Weather data — Open-Meteo
For each station, I collected hourly precipitation (mm/h) and soil moisture (layers 0-7 cm and 7-28 cm) from the free Open-Meteo API. Soil moisture is a valuable indicator: already-saturated soil significantly amplifies runoff during a rainfall event.
Feature engineering
Raw data goes through a 7-step transformation pipeline to produce a training-ready dataset. Each station is characterized by 7 variables at each time step:
The derivative features (dH/dt and dQ/dt) capture the dynamics — is the level rising or falling, and how fast? For the 3 stations located downstream of dams, I added a "release" feature that detects water releases: a drop in water level without associated rainfall is a characteristic signal of a valve opening.
Normalization uses P1/P99 percentiles rather than min/max, making it robust to extreme values while preserving flood information.
Model architecture
The architecture I designed, called Station-Attention, combines three key ideas: treat each station as a distinct entity, let stations "talk to each other" via attention, and natively quantify uncertainty.

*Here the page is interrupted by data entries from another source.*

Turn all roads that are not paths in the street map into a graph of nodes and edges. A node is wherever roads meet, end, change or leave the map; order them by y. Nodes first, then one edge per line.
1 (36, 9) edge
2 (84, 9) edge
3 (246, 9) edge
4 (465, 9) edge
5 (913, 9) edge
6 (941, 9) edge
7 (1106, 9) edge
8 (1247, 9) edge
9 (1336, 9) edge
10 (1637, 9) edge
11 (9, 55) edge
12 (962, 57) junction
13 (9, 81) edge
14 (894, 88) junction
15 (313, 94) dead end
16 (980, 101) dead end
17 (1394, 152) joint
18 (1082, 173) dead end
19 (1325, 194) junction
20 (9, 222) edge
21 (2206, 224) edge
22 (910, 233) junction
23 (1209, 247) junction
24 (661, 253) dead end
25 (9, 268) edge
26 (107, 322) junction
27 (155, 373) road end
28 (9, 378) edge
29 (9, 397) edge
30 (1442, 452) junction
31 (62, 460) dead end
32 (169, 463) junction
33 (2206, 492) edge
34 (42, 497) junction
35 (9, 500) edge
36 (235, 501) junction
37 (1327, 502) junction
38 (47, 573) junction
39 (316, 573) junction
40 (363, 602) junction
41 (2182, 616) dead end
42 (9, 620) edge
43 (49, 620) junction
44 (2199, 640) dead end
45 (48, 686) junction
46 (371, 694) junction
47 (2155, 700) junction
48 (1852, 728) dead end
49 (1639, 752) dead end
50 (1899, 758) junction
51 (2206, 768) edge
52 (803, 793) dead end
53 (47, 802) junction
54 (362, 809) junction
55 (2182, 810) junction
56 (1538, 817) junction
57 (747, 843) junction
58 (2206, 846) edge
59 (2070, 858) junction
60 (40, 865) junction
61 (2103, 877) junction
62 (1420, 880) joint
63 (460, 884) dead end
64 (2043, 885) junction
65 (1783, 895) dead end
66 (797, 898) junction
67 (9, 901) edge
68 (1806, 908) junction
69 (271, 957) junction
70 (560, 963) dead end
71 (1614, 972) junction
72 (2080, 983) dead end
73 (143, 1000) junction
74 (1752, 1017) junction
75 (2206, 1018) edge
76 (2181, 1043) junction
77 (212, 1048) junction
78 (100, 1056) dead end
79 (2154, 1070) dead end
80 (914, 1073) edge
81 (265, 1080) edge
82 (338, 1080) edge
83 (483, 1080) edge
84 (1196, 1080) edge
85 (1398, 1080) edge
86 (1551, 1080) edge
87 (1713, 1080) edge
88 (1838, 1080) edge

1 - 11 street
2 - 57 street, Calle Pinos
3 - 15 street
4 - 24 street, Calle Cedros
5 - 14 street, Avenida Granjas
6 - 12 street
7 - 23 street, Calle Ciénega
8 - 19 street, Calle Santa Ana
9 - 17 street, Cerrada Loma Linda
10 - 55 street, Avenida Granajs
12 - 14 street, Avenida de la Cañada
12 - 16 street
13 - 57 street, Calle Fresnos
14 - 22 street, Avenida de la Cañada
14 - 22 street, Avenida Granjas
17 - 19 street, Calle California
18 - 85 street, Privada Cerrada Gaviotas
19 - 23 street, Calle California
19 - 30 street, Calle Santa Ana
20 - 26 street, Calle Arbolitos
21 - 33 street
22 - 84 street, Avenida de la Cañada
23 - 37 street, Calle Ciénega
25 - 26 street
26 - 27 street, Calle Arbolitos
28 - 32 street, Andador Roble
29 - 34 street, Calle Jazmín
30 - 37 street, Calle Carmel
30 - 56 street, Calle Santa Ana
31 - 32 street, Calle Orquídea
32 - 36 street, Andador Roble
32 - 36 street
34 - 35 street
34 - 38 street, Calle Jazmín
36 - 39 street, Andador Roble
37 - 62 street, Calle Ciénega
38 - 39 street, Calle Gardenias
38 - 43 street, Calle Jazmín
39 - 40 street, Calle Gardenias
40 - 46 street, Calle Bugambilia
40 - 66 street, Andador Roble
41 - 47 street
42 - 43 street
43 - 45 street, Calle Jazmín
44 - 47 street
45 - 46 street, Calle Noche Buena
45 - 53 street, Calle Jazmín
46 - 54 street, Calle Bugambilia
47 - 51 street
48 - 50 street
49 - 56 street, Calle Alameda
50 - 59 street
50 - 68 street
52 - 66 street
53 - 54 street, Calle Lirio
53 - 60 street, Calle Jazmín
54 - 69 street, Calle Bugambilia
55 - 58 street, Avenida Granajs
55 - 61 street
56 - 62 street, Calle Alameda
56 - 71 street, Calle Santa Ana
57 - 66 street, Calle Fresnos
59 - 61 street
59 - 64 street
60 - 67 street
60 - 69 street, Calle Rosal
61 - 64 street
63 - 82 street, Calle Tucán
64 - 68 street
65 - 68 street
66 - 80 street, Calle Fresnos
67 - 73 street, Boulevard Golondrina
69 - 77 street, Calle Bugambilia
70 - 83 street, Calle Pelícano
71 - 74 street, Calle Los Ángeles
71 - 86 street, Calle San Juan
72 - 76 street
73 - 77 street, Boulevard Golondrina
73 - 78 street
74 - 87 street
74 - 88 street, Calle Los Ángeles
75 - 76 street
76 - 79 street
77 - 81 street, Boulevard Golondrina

72h × 7 variables × 11 stations
24h forecasts per station
Each station encoded independently → 1 embedding / station
8 heads · Stations exchange spatial information
Water level
Flow rate
11 stations × 24 horizons × 3 quantiles (q10, q50, q90)
Why a shared LSTM?
A single LSTM network processes all 11 stations, forcing the model to learn generic hydrological patterns (flood rise, recession, rainfall response) rather than local peculiarities. Each station enters with its 7 variables and outputs an embedding vector that summarizes its recent dynamics.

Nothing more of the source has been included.